From the Office of Assemblyman Mark Leno

August 22, 2006

SACRAMENTO - Assembly Bill 1147 authored by Assemblyman Mark Leno (D-San Francisco) and Assemblyman Chuck DeVore (R-Irvine), permitting California farmers to grow industrial hemp for the sale of seed, oil and fiber to manufacturers passed the State Assembly yesterday on a vote of 43 to 28. The bill will now go to the Governor's desk for his signature.

"Products manufactured with industrial hemp are already a multimillion dollar industry in California, but because we don't allow our farmers to grow it, California manufacturers are forced to buy hemp seed, oil and fiber from other countries," said Assemblyman Mark Leno. "This measure will allow California to lead the way in allowing our farmers to supply a $270 million industry that's growing by $26 million each year."

Sponsored by Vote Hemp, AB 1147 would permit California farmers to cultivate industrial hemp, a variety of cannabis that grows up to 16 feet tall and resembles bamboo.
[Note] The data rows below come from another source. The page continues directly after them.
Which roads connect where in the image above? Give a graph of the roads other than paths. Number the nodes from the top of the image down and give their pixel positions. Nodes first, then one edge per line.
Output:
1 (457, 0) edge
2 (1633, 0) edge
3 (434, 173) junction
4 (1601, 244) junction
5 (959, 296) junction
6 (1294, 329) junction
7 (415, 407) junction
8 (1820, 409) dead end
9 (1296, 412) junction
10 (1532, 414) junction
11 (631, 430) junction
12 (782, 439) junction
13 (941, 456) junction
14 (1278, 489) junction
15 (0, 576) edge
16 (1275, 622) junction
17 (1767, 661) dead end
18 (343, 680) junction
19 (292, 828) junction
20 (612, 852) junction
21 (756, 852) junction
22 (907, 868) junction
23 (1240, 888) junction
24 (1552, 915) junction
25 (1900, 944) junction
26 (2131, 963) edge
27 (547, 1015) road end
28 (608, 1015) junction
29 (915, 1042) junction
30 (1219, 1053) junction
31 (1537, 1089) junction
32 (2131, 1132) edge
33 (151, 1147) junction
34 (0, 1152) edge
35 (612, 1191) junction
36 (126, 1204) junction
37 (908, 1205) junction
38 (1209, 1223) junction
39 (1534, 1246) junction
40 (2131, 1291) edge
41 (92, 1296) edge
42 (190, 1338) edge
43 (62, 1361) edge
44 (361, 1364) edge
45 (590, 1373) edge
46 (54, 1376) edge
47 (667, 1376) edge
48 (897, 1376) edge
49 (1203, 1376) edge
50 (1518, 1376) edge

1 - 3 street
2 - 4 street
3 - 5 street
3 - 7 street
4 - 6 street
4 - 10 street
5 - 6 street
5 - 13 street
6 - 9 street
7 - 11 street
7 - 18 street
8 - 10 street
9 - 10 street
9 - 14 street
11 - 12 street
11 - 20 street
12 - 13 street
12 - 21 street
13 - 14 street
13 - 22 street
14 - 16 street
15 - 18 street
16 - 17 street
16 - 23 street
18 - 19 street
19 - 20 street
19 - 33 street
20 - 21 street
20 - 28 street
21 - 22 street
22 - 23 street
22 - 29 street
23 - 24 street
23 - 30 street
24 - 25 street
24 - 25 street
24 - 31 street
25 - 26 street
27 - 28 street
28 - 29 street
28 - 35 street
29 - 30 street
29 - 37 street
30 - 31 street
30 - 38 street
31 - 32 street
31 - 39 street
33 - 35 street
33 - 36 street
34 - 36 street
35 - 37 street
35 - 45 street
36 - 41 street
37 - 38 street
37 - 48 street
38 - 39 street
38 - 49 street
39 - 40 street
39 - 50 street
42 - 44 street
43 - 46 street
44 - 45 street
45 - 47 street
Industrial hemp has less than 0.3% THC and has no psychoactive effects while marijuana contains 3 to 15% THC. In 2004, the 9th Circuit Court of Appeals ruled that the DEA did not have the authority to regulate industrial hemp under the 1970 Controlled Substances Act. The DEA decided not to appeal that decision and the Court's ruling now stands as U.S. law on the issue.

"This bill allows California farmers to compete with overseas industrial hemp farmers," said Assemblyman Chuck DeVore, "Law enforcement will not be impacted because asset forfeiture laws act as a powerful deterrent to farmers growing illegal marijuana; they simply won't risk seizure of their fields. That's why marijuana is usually grown on government lands in clandestine groves. Law enforcement can easily discern the difference between hemp and marijuana as they do now in over 30 nations."
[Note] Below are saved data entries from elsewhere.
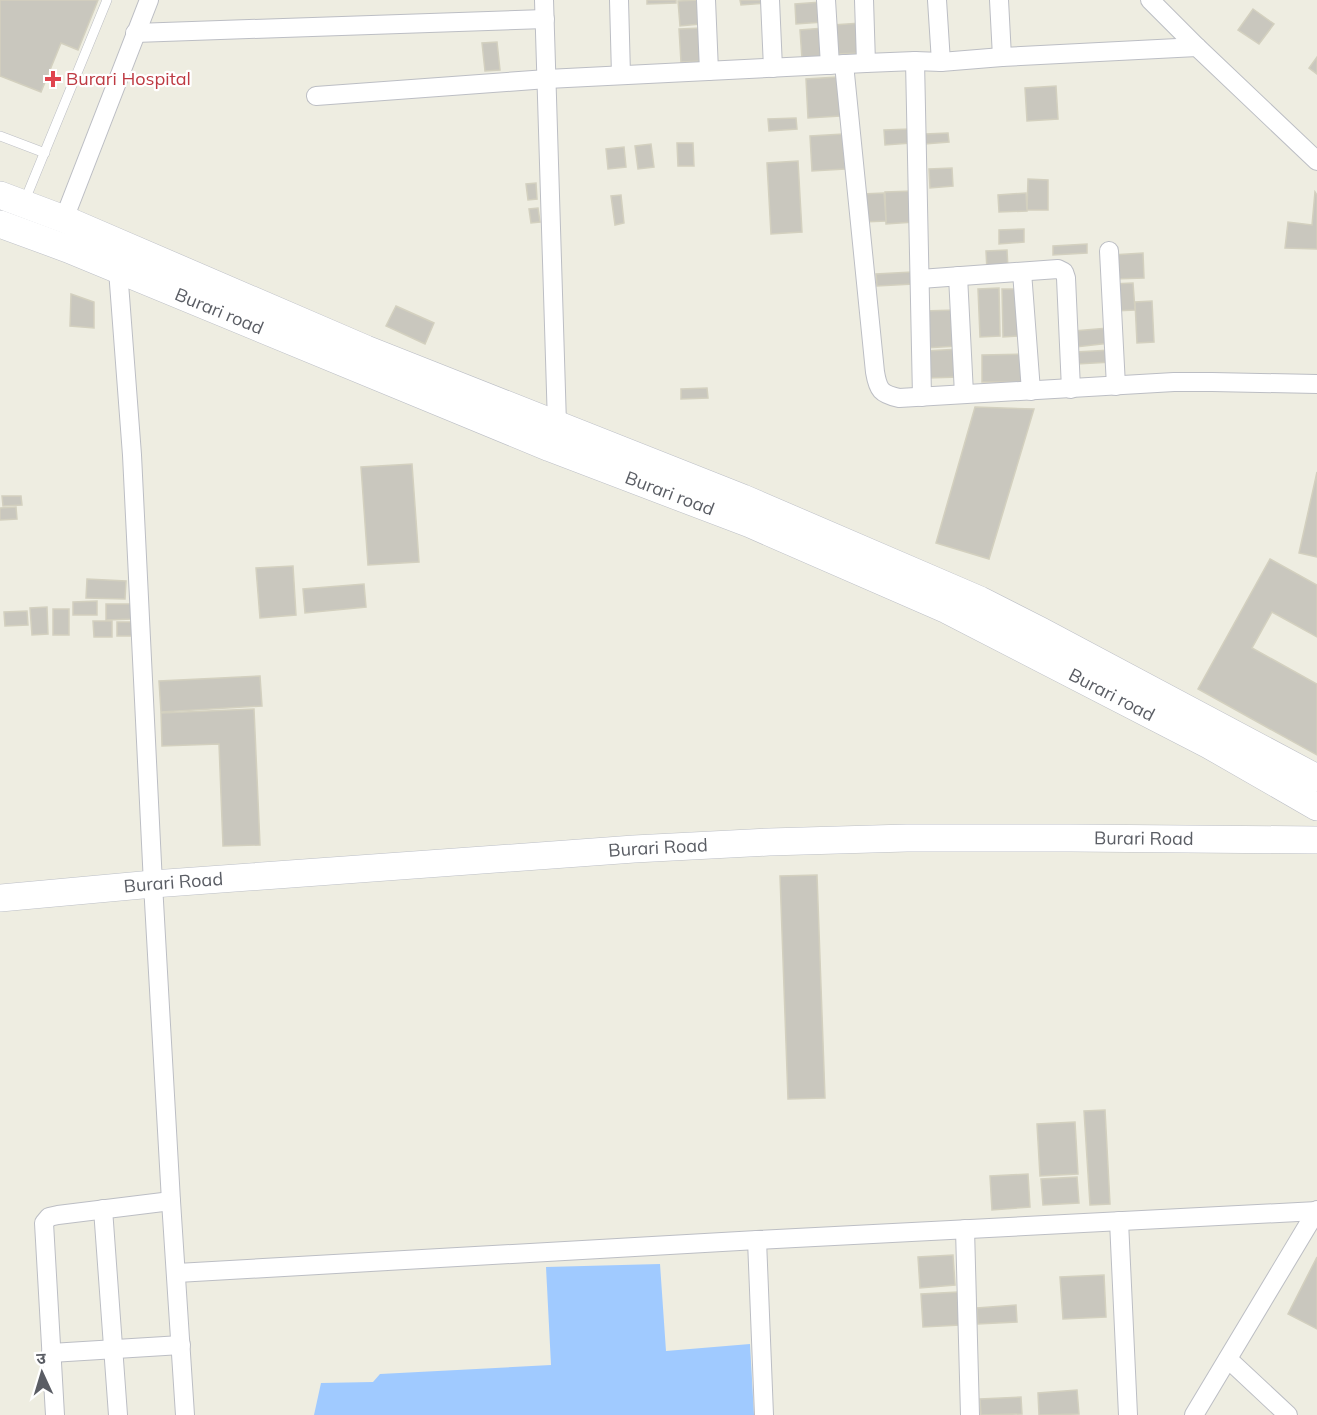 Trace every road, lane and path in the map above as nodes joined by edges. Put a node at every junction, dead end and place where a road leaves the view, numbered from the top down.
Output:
1 (108, 0) edge
2 (149, 0) edge
3 (544, 0) edge
4 (619, 0) edge
5 (706, 0) edge
6 (770, 0) edge
7 (826, 0) edge
8 (864, 0) edge
9 (937, 0) edge
10 (999, 0) edge
11 (1150, 0) edge
12 (545, 19) junction
13 (135, 33) junction
14 (1197, 47) junction
15 (1002, 57) junction
16 (915, 61) junction
17 (941, 62) junction
18 (866, 63) junction
19 (837, 65) junction
20 (773, 68) junction
21 (709, 71) junction
22 (621, 75) junction
23 (547, 79) junction
24 (316, 96) dead end
25 (0, 136) edge
26 (45, 153) junction
27 (1317, 161) edge
28 (12, 199) edge
29 (64, 219) junction
30 (0, 224) edge
31 (1109, 251) dead end
32 (122, 258) junction
33 (1022, 272) junction
34 (958, 276) junction
35 (920, 279) junction
36 (1317, 384) edge
37 (1116, 386) junction
38 (1071, 389) junction
39 (1031, 391) junction
40 (964, 394) junction
41 (922, 397) junction
42 (553, 436) junction
43 (1317, 778) edge
44 (1317, 807) edge
45 (1317, 840) edge
46 (153, 884) junction
47 (0, 898) edge
48 (171, 1201) junction
49 (103, 1209) junction
50 (1317, 1210) edge
51 (1119, 1221) junction
52 (965, 1229) junction
53 (757, 1240) junction
54 (177, 1273) junction
55 (181, 1345) junction
56 (113, 1350) junction
57 (51, 1353) junction
58 (1228, 1359) junction
59 (55, 1415) edge
60 (118, 1415) edge
61 (186, 1415) edge
62 (764, 1415) edge
63 (970, 1415) edge
64 (1128, 1415) edge
65 (1194, 1415) edge
66 (1288, 1415) edge

1 - 26 lane
2 - 13 street
3 - 12 street
4 - 22 street
5 - 21 street
6 - 20 street
7 - 19 street
8 - 18 street
9 - 17 street
10 - 15 street
11 - 14 street
12 - 13 street
12 - 23 street
13 - 29 street
14 - 15 street
14 - 27 street
15 - 17 street
16 - 17 street
16 - 18 street
16 - 35 street
18 - 19 street
19 - 20 street
19 - 41 street
20 - 21 street
21 - 22 street
22 - 23 street
23 - 24 street
23 - 42 street
25 - 26 lane
26 - 28 lane
28 - 29 main road, Burari road
29 - 32 main road, Burari road
30 - 32 main road, Burari road
31 - 37 street
32 - 42 main road, Burari road
32 - 46 street
33 - 34 street
33 - 38 street
33 - 39 street
34 - 35 street
34 - 40 street
35 - 41 street
36 - 37 street
37 - 38 street
38 - 39 street
39 - 40 street
40 - 41 street
42 - 43 main road, Burari road
42 - 44 main road, Burari road
45 - 46 main road, Burari Road
46 - 47 main road, Burari Road
46 - 48 street
48 - 49 street
48 - 54 street
49 - 56 street
49 - 57 street
50 - 51 street
50 - 58 street
51 - 52 street
51 - 64 street
52 - 53 street
52 - 63 street
53 - 54 street
53 - 62 street
54 - 55 street
55 - 56 street
55 - 61 street
56 - 57 street
56 - 60 street
57 - 59 street
58 - 65 street
58 - 66 street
The U.S. Congress has never expressly prohibited the cultivation of industrial hemp, but federal regulators have inferred that prohibition from a long-standing definition of marijuana in U.S. law. However, when that definition was debated in Congress in 1937, Senators and Representatives were told that domestic production of industrial hemp would not be prohibited.

Advocates believe that AB 1147 would regulate the farming of industrial hemp in a manner that conforms with federal law. The measure prohibits hemp cultivation outside agricultural fields or research settings. Growing it in backyards and clandestine settings is not permitted. The bill also has tight controls on hemp plants that relieve law enforcement of the burden of having to discern legal hemp from illegal marijuana in common drug busts.

Industrial hemp is one of the strongest natural fibers known and the plant is grown and processed throughout the world for body care products, food, paper, clothing, automotive parts, building materials, and numerous other uses. The seed has many nutritional benefits because it contains essential fatty acids, including omega-3 commonly found in fish, and is an alternative source of protein. Hemp also has strong environmental benefits. It's a source for paper that could enable us to save our trees for higher end uses such as lumber. Hemp requires little or no agricultural chemicals, smothers weeds, and improves soil conditions, making it an excellent rotational crop in both organic and conventional farming.

"Nutiva imports over two million pounds of Canadian organic hempseed every year," said John W. Roulac, founder and CEO of Nutiva, a California based health foods manufacturer. "We look forward to buying hempseed from California farmers. This is a win-win situation as we will save shipping costs and reduce oil consumption, while California farmers will gain access to profitable new markets."